● What is required
Restate the full listing precisely as written.

+++ Records provided +++

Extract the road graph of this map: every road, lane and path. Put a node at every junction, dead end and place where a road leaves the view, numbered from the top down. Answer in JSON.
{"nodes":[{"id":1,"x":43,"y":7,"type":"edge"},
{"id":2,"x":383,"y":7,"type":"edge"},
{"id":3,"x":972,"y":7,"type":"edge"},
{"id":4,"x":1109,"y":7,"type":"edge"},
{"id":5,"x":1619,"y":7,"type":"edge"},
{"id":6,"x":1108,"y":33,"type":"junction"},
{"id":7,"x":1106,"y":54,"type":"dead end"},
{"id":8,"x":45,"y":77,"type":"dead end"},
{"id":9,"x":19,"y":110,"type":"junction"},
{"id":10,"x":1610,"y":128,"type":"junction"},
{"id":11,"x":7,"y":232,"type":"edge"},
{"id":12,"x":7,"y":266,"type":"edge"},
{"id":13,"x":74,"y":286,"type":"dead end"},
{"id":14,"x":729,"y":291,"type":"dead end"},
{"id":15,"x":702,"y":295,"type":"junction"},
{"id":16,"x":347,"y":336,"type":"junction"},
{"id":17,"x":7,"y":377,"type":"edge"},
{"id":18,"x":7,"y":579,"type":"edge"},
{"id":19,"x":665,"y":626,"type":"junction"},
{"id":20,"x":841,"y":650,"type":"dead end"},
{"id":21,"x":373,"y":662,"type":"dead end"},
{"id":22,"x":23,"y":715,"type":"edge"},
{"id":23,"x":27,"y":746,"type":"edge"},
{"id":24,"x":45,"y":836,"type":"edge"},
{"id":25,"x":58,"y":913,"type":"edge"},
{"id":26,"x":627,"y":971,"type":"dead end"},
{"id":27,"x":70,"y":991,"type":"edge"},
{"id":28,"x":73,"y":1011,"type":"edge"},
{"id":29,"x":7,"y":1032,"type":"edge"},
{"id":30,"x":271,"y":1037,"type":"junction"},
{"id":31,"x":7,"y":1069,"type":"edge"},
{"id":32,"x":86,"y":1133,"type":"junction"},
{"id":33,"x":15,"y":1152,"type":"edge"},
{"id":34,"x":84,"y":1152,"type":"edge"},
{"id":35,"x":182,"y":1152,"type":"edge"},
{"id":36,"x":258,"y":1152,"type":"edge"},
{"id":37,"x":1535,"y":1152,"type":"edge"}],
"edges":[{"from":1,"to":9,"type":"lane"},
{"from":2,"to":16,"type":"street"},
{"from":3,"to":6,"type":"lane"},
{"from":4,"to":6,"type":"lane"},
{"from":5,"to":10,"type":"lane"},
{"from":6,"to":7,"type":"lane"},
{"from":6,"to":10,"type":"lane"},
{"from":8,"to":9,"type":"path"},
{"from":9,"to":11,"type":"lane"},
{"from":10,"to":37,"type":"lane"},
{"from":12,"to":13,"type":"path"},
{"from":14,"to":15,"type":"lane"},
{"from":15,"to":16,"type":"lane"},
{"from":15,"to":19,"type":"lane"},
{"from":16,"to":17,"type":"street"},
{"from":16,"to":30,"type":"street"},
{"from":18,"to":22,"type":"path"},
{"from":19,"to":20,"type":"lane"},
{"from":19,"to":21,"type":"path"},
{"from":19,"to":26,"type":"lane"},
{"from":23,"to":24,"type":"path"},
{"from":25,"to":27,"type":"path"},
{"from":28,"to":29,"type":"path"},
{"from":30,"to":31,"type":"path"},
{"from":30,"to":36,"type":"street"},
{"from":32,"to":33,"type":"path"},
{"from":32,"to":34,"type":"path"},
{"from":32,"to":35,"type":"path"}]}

+++

● Written solution
Extract the road graph of this map: every road, lane and path. Put a node at every junction, dead end and place where a road leaves the view, numbered from the top down. Answer in JSON.
{"nodes":[{"id":1,"x":43,"y":7,"type":"edge"},
{"id":2,"x":383,"y":7,"type":"edge"},
{"id":3,"x":972,"y":7,"type":"edge"},
{"id":4,"x":1109,"y":7,"type":"edge"},
{"id":5,"x":1619,"y":7,"type":"edge"},
{"id":6,"x":1108,"y":33,"type":"junction"},
{"id":7,"x":1106,"y":54,"type":"dead end"},
{"id":8,"x":45,"y":77,"type":"dead end"},
{"id":9,"x":19,"y":110,"type":"junction"},
{"id":10,"x":1610,"y":128,"type":"junction"},
{"id":11,"x":7,"y":232,"type":"edge"},
{"id":12,"x":7,"y":266,"type":"edge"},
{"id":13,"x":74,"y":286,"type":"dead end"},
{"id":14,"x":729,"y":291,"type":"dead end"},
{"id":15,"x":702,"y":295,"type":"junction"},
{"id":16,"x":347,"y":336,"type":"junction"},
{"id":17,"x":7,"y":377,"type":"edge"},
{"id":18,"x":7,"y":579,"type":"edge"},
{"id":19,"x":665,"y":626,"type":"junction"},
{"id":20,"x":841,"y":650,"type":"dead end"},
{"id":21,"x":373,"y":662,"type":"dead end"},
{"id":22,"x":23,"y":715,"type":"edge"},
{"id":23,"x":27,"y":746,"type":"edge"},
{"id":24,"x":45,"y":836,"type":"edge"},
{"id":25,"x":58,"y":913,"type":"edge"},
{"id":26,"x":627,"y":971,"type":"dead end"},
{"id":27,"x":70,"y":991,"type":"edge"},
{"id":28,"x":73,"y":1011,"type":"edge"},
{"id":29,"x":7,"y":1032,"type":"edge"},
{"id":30,"x":271,"y":1037,"type":"junction"},
{"id":31,"x":7,"y":1069,"type":"edge"},
{"id":32,"x":86,"y":1133,"type":"junction"},
{"id":33,"x":15,"y":1152,"type":"edge"},
{"id":34,"x":84,"y":1152,"type":"edge"},
{"id":35,"x":182,"y":1152,"type":"edge"},
{"id":36,"x":258,"y":1152,"type":"edge"},
{"id":37,"x":1535,"y":1152,"type":"edge"}],
"edges":[{"from":1,"to":9,"type":"lane"},
{"from":2,"to":16,"type":"street"},
{"from":3,"to":6,"type":"lane"},
{"from":4,"to":6,"type":"lane"},
{"from":5,"to":10,"type":"lane"},
{"from":6,"to":7,"type":"lane"},
{"from":6,"to":10,"type":"lane"},
{"from":8,"to":9,"type":"path"},
{"from":9,"to":11,"type":"lane"},
{"from":10,"to":37,"type":"lane"},
{"from":12,"to":13,"type":"path"},
{"from":14,"to":15,"type":"lane"},
{"from":15,"to":16,"type":"lane"},
{"from":15,"to":19,"type":"lane"},
{"from":16,"to":17,"type":"street"},
{"from":16,"to":30,"type":"street"},
{"from":18,"to":22,"type":"path"},
{"from":19,"to":20,"type":"lane"},
{"from":19,"to":21,"type":"path"},
{"from":19,"to":26,"type":"lane"},
{"from":23,"to":24,"type":"path"},
{"from":25,"to":27,"type":"path"},
{"from":28,"to":29,"type":"path"},
{"from":30,"to":31,"type":"path"},
{"from":30,"to":36,"type":"street"},
{"from":32,"to":33,"type":"path"},
{"from":32,"to":34,"type":"path"},
{"from":32,"to":35,"type":"path"}]}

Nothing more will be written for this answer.